For a conflict between two or more people to exist in the first place, there must be the perception that at least one party is in a position to lose something, or has already lost something as a result of the actions of the other party. Conflicts involve both the observable issues, positions and needs, and the emotions underlying these factors and driving behaviour.
Conflict Settlement
When a conflict is “settled”, what has happened is that a solution to the observable factors has either been agreed upon by the parties in dispute, or has been imposed on them by a third-party authority. A settlement can, but does not have to take into account the underlying emotions and needs of the parties.
Settlements tell everyone what is going to happen, but does not necessarily lead to either party feeling better about the other person.
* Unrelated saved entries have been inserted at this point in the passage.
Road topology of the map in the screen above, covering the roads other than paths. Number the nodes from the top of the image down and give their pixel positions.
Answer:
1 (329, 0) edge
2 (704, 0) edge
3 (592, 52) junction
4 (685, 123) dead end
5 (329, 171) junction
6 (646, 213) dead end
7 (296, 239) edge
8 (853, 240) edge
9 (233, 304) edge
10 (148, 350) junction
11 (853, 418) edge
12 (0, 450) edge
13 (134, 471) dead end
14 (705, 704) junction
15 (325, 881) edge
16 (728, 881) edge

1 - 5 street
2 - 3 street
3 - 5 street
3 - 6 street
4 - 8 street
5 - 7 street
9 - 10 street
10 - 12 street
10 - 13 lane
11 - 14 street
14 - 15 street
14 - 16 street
Often, bad blood continues between them, which can lead to further conflict down the road.
Conflict Resolution
When a conflict is resolved, all parties in the dispute have heard and understood each other, and have taken steps that reduce or eliminate the threat that sparked the conflict in the first place. When a conflict is resolved, both sides feel better about each other, and the negative feelings no longer exist.
Conclusion
Settlements are what usually happen, especially in a workplace setting, because they are easier to come to. However, if they fail to account for the underlying emotions involved, those involved will continue to respond negatively to each other, and their behaviour towards each other will be driven by mistrust, fear and anger.
Resolutions are what we should be seeking. They’re harder to achieve, but the long-term benefits for everyone make it well worth the effort.
You can increase the likelihood of reaching resolutions over settlements by enlisting the services of a professional mediator and/or conflict management coach. Please contact me if you are interested in exploring these option further.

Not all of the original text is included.